La crise du gaz russe expose les banques allemandes et italiennes
Touchées mais pas coulées. Les restrictions sur l’approvisionnement en gaz pourraient accroître les risques pesant sur la solvabilité des banques européennes, mais ces dernières ont les reins assez solides pour faire face à une telle crise, juge Moody’s dans une note publiée ce mercredi 17 août.
L’agence de notation a identifié six économies fortement exposées au gaz russe : l’Allemagne, l’Autriche, la Hongrie, la République Tchèque, la Slovaquie et l’Italie. Dans un scénario adverse marqué par une coupure totale du gaz russe, les systèmes bancaires de ces pays pâtiraient en premier lieu d’une hausse des créances douteuses, estime-t-elle, les problèmes de chaînes d’approvisionnement pouvant ensuite agir comme une courroie de transmission aux autres économies du continent.
Capacité d’absorption des pertes accrue
Les banques européennes concernées ont toutefois accru leur capacité d’absorption des pertes depuis 2019, constate l’agence. Le niveau de leurs prêts à risques a globalement été réduit par rapport au niveau pré-pandémique : c’est surtout le cas en Italie où ils représentaient fin 2021 moins de 4% du stock de prêts contre 7,5% avant la crise du Covid-19. « Les plans de cession des prêts non performants des banques italiennes n’ont pas été achevés », relève toutefois l’agence de notation financière, cette nouvelle crise les rendant « encore plus pertinents ». En outre les banque européennes ont accru leurs réserves pour faire face au risque de crédit pendant la pandémie et ne les ont pas encore consommées. Commerzbank et Deutsche Bank viennent d’ailleurs de passer des provisions additionnelles au deuxième trimestre pour couvrir le scénario d’une crise du gaz russe.

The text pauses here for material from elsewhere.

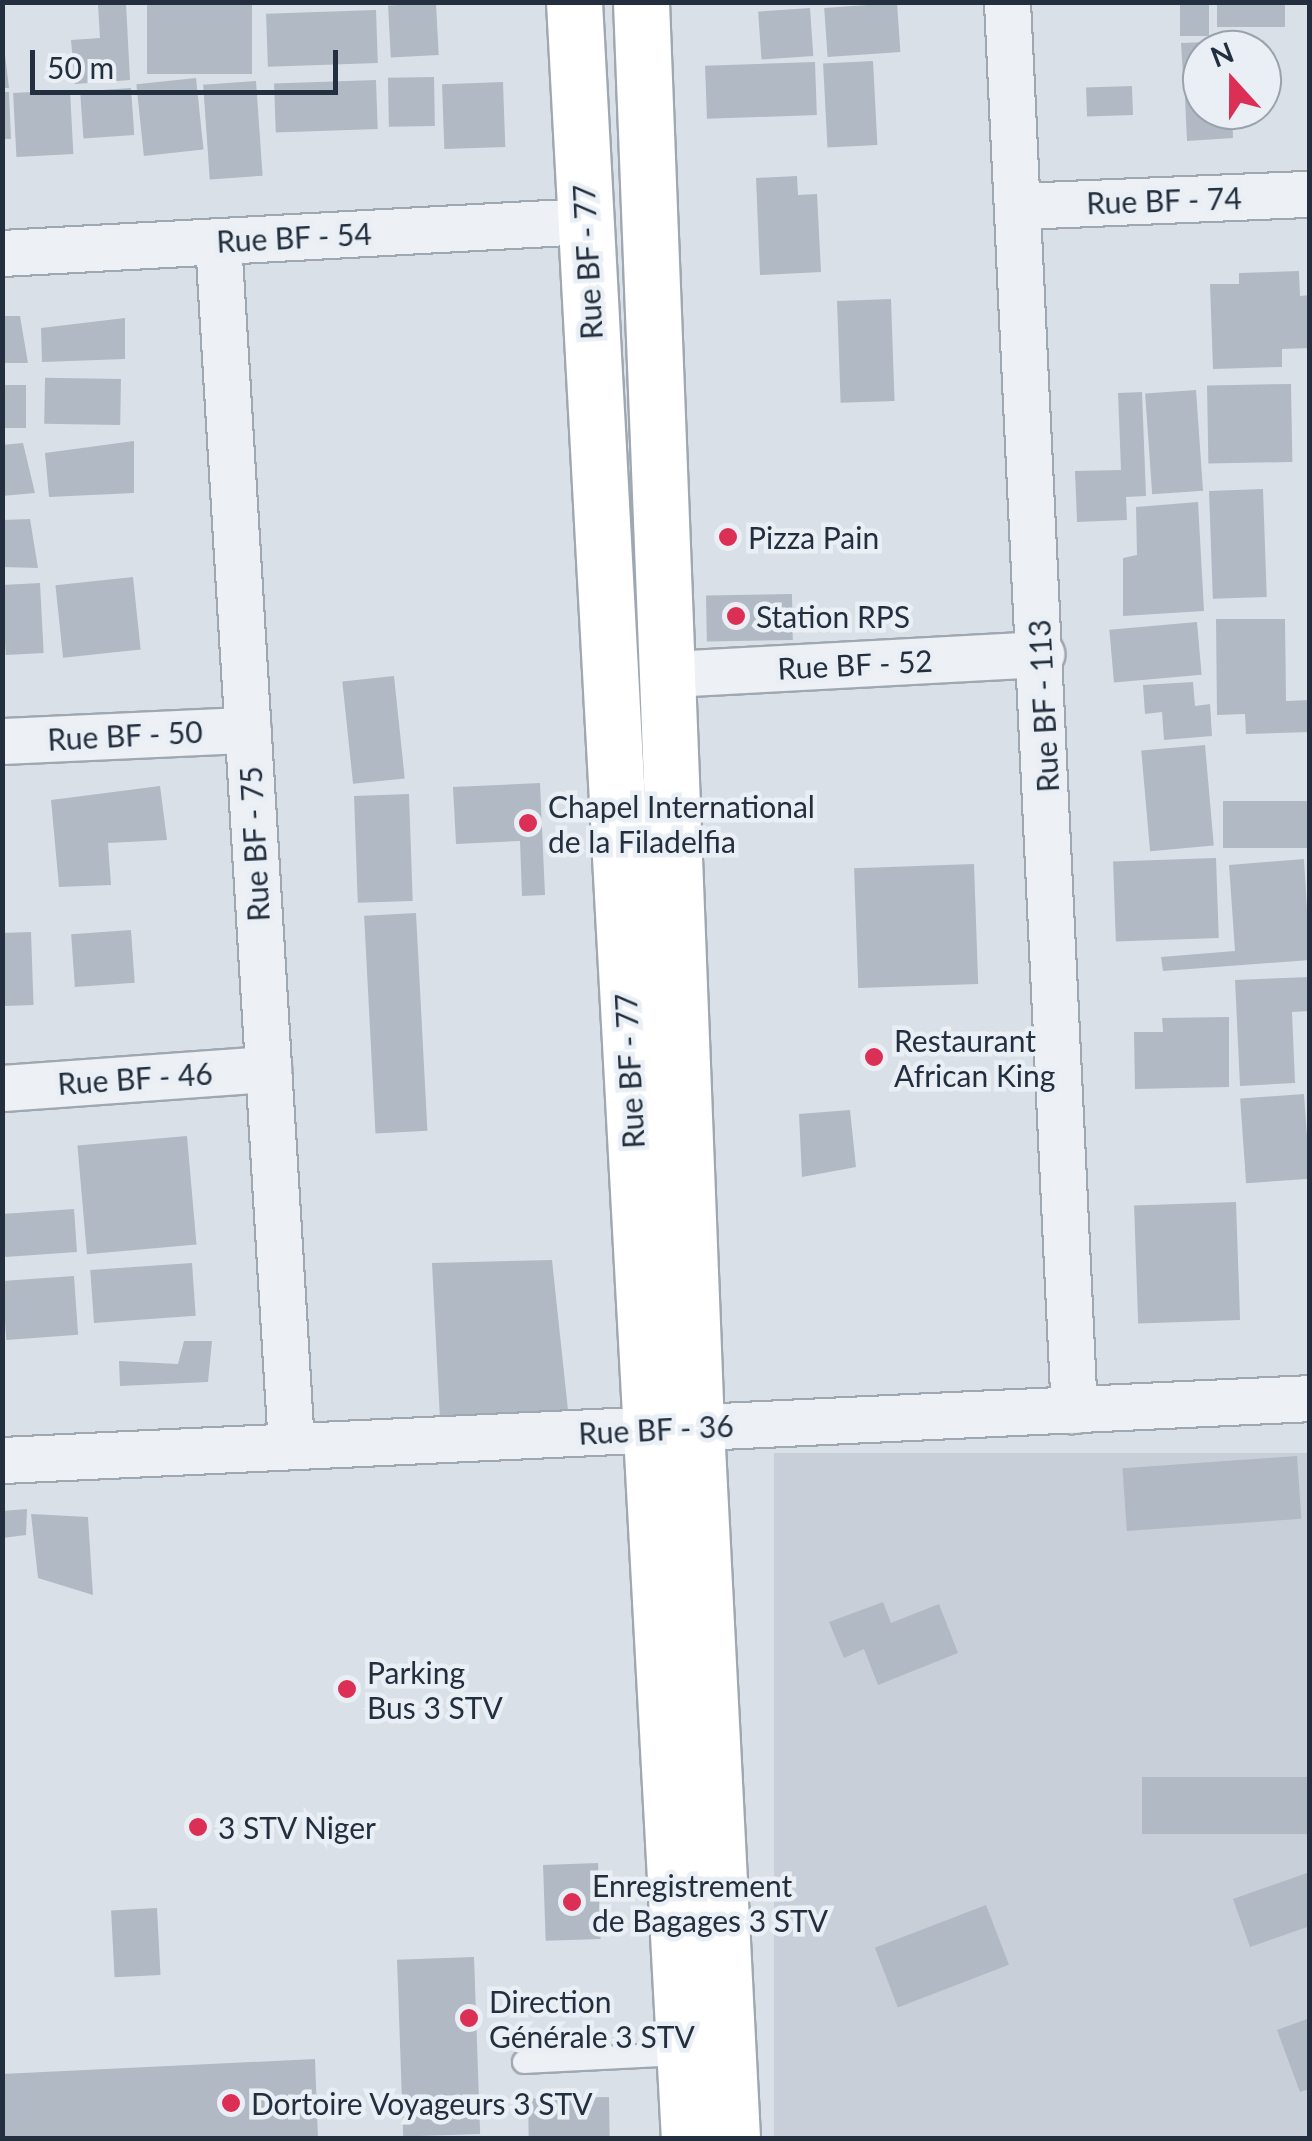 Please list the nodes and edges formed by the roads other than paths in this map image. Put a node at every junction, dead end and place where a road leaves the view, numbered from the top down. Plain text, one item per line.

Bien qu’elle n’ait pas retrouvé son niveau d’avant Covid, la profitabilité des banques européennes reste assez élevée pour soutenir leur capacité d’absorption des pertes, juge encore Moody’s. D’ailleurs, le rapport entre le revenu net des banques allemandes et leurs actifs tangibles s’est redressé de 0,1% à 0,3% entre 2019 et 2021, leur rentabilité étant notamment supportée par un faible coût du risque.

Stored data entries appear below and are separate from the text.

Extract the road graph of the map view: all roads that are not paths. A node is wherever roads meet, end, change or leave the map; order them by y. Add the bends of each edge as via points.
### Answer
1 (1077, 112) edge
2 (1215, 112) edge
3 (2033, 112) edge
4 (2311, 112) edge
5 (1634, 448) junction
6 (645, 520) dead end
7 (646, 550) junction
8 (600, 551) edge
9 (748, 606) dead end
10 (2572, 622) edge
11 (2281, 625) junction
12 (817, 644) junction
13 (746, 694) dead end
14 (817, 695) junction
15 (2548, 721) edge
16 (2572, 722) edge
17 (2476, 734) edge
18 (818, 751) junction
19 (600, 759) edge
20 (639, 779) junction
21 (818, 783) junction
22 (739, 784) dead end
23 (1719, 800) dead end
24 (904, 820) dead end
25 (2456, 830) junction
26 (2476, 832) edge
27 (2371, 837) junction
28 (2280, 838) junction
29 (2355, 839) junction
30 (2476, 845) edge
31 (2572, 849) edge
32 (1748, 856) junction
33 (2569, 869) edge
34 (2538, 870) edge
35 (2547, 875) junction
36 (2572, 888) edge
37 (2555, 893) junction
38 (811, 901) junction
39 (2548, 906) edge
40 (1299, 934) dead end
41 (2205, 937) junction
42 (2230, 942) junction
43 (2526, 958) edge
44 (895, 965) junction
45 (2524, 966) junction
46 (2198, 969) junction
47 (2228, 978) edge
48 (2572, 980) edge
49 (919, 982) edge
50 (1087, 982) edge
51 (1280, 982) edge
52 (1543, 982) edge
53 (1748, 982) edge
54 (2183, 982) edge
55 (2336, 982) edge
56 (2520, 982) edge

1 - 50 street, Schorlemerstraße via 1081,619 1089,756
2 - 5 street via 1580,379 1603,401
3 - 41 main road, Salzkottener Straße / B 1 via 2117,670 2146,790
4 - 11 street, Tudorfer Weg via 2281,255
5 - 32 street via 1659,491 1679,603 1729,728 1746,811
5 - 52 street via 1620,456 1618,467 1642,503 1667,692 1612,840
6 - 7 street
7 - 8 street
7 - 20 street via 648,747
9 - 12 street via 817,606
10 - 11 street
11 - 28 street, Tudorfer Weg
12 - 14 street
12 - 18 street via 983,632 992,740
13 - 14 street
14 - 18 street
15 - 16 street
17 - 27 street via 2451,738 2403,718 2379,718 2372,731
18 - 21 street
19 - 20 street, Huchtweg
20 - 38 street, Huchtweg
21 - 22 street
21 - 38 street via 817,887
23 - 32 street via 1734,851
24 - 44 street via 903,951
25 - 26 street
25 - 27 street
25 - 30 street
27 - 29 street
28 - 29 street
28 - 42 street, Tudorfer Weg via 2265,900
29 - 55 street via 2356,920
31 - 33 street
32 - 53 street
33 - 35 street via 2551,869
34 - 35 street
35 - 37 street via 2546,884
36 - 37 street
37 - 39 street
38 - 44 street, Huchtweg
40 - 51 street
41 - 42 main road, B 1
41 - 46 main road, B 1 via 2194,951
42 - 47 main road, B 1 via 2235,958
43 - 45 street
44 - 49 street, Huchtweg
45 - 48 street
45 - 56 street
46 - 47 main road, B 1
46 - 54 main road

Les conséquences de la guerre en Ukraine vont, bien sûr, rompre cette dynamique. La hausse du coût du risque en 2022 et 2023 sera toutefois compensée à court terme par la hausse des revenus entraînée par la remontée des taux, estime Moody’s.
L’agence se montre résolument optimiste, privilégiant le scénario d’une reprise faible en 2022 suivie d’une croissance molle au premier semestre 2023, un univers macroéconomique dans lequel les coussins de sécurité des banques leur permettraient « d’absorber de potentielles pressions sur leur solvabilité ». En cas de détérioration, l’instrument anti-fragmentation de la BCE jouerait comme « un filet de sécurité additionnel », ajoute Moody’s, bénéficiant en premier lieu aux banques italiennes et du sud de l’Europe.
L’agence met toutefois en garde contre un autre risque, de nature politique : après les efforts exceptionnels déployés pendant la pandémie, la capacité de soutien à l’économie des gouvernements est désormais limitée. La tentation est donc grande de recourir à la solidarité privée : c’est le cas en Espagne où le gouvernement a fait voter une taxation exceptionnelle sur le secteur bancaire,mais aussi en Hongrie. La République Tchèque réfléchit, de son côté, à une mesure similaire.